# The plot may be getting even thicker



## Dolly (Jan 30, 2007)

Robert Kraft the owner of the New England's Football Team dropped in on the Howard Stern show. He said he was in the building to talk to Mel. What is interesting about this is Kraft is on the Board of Viacom. It sounds like there is more interest in Sat. radio than we may have thought.


----------



## Nick (Apr 23, 2002)

Like leftover black-eyed peas, the plot thickens...


----------



## j2fast (Jul 15, 2007)

Even with all the changes I for one will be EXTREMELY disappointed if Sat radio were to go away. At this point I almost (almost) wouldn't care who kept it going as long as it is around to make my commutes go quicker.


----------



## SDizzle (Jan 1, 2007)

+1


----------



## pez2002 (Dec 13, 2002)

Dolly said:


> Robert Kraft the owner of the New England's Football Team dropped in on the Howard Stern show. He said he was in the building to talk to Mel. What is interesting about this is Kraft is on the Board of Viacom. It sounds like there is more interest in Sat. radio than we may have thought.


oh jeez


----------



## Richard King (Mar 25, 2002)

Dolly said:


> Robert Kraft the owner of the New England's Football Team dropped in on the Howard Stern show. He said he was in the building to talk to Mel. What is interesting about this is Kraft is on the Board of Viacom. It sounds like there is more interest in Sat. radio than we may have thought.
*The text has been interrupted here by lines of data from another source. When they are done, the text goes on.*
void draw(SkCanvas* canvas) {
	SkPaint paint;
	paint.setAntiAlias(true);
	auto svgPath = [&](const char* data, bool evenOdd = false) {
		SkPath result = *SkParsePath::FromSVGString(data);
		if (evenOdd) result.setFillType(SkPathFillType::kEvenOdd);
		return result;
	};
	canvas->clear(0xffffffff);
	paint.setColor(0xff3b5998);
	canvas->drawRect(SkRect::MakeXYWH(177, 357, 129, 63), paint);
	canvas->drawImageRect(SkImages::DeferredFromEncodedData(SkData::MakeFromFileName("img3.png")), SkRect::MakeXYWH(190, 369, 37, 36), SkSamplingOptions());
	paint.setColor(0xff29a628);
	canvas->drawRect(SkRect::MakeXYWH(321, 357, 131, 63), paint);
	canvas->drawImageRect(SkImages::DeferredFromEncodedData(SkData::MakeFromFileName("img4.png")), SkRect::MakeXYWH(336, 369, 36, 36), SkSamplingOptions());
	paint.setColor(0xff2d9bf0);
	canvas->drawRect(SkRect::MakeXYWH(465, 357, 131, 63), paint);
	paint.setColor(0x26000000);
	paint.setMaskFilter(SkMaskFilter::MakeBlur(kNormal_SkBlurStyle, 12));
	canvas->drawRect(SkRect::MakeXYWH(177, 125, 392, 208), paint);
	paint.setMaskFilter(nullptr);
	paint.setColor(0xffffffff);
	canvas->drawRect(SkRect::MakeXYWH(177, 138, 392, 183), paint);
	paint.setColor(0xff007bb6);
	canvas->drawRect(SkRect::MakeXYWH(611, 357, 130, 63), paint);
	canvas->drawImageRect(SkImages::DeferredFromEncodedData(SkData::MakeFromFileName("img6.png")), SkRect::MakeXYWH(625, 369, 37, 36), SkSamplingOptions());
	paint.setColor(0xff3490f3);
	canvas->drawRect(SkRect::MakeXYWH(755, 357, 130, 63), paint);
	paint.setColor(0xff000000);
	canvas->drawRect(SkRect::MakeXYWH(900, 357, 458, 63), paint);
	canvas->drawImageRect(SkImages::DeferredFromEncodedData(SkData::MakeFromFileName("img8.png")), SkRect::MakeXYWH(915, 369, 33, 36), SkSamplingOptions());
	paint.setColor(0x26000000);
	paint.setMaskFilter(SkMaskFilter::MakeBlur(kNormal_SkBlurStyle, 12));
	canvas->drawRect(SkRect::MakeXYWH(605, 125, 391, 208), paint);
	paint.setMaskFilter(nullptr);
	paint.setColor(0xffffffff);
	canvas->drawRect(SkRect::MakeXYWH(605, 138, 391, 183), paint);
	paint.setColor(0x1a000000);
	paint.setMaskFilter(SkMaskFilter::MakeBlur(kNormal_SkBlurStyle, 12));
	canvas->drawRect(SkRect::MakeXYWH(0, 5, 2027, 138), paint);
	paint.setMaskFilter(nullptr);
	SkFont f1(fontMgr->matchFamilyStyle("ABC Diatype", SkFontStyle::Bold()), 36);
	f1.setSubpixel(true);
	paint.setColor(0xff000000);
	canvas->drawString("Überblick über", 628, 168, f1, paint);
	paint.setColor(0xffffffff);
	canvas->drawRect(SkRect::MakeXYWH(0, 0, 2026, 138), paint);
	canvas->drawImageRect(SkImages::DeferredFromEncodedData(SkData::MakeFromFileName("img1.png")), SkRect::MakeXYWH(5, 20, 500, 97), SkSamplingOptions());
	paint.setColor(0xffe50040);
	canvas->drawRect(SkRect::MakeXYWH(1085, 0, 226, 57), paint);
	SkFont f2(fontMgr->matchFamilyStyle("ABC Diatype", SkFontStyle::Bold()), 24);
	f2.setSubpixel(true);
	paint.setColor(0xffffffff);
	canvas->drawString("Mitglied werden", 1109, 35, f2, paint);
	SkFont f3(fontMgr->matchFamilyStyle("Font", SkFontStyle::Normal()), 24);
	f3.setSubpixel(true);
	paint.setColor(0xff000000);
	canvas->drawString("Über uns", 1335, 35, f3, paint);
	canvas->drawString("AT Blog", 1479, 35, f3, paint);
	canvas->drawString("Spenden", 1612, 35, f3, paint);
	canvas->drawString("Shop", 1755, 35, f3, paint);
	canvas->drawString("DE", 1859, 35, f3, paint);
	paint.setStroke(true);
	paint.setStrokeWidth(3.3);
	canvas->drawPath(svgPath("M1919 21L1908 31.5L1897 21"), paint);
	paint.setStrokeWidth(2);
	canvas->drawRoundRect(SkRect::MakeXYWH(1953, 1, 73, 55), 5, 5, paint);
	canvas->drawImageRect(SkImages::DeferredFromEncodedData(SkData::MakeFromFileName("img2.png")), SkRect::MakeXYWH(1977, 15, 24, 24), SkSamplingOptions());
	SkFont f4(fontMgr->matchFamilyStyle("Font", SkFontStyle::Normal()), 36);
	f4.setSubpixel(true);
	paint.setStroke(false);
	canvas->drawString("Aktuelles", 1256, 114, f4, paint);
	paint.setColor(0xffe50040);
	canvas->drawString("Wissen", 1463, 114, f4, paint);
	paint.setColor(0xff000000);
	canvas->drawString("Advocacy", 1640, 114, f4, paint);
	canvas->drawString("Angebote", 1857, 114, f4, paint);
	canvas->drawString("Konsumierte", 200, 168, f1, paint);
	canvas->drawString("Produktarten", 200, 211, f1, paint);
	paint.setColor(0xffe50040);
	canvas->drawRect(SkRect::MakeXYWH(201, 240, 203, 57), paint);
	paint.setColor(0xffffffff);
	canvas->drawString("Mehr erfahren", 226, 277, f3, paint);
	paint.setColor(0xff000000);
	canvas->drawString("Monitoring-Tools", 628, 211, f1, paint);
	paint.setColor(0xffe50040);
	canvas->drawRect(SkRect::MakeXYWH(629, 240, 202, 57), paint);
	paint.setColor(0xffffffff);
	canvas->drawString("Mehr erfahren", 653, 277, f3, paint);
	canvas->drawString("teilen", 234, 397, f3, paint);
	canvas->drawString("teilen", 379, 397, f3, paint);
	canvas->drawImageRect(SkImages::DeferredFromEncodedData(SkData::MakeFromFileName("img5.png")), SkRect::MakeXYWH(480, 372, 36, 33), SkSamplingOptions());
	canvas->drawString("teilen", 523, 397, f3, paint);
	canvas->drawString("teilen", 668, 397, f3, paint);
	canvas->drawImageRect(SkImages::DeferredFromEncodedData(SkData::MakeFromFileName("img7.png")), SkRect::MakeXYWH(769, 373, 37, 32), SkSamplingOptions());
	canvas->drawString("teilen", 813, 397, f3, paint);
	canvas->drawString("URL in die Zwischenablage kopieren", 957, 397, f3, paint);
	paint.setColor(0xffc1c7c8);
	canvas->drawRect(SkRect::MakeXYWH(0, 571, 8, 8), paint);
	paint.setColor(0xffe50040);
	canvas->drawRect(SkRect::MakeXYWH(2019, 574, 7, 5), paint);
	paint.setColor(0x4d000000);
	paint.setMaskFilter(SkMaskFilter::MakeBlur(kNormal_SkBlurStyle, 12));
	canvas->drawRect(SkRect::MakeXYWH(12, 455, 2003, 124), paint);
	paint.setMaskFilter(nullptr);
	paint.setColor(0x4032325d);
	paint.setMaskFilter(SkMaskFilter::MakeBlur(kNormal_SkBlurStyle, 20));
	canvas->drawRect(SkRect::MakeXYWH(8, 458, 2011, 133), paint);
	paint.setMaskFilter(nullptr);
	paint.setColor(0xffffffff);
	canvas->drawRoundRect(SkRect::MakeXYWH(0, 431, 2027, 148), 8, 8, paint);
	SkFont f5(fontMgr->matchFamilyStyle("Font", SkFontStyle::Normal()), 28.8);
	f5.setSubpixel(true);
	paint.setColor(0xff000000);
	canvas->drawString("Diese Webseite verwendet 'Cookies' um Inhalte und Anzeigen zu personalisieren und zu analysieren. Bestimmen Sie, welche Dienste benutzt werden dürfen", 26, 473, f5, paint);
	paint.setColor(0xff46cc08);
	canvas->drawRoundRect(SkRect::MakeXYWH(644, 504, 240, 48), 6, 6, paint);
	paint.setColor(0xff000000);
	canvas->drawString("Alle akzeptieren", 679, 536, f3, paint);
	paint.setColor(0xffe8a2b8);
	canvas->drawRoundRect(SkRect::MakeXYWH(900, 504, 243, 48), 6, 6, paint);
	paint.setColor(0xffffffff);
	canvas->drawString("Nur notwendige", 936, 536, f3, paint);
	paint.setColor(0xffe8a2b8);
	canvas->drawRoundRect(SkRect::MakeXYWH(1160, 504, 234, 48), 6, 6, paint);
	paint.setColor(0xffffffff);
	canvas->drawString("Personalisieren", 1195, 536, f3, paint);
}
Mel used to be the President at Viacom. He didn't get along with Sumner Redstone, the CEO and left partially because of this clash. I suspect that if Viacom took over Mel would be in no better shape than if Charlie took over, probably out the door in either case. I don't see a Viacom hook up because of this possibility.

http://www.newsweek.com/id/63331


----------



## Dolly (Jan 30, 2007)

Richard King said:


> Mel used to be the President at Viacom. He didn't get along with Sumner Redstone, the CEO and left partially because of this clash. I suspect that if Viacom took over Mel would be in no better shape than if Charlie took over, probably out the door in either case. I don't see a Viacom hook up because of this possibility.
> 
> http://www.newsweek.com/id/63331


Well Mel is going to have to do something whether he likes it or not. A case of picking your own poison I guess.
Gee I'm honestly beginning to feel sorry for Mel :eek2:


----------



## Richard King (Mar 25, 2002)

> Gee I'm honestly beginning to feel sorry for Mel


I feel sorry for him ever having to work for Sumner Redstone.


----------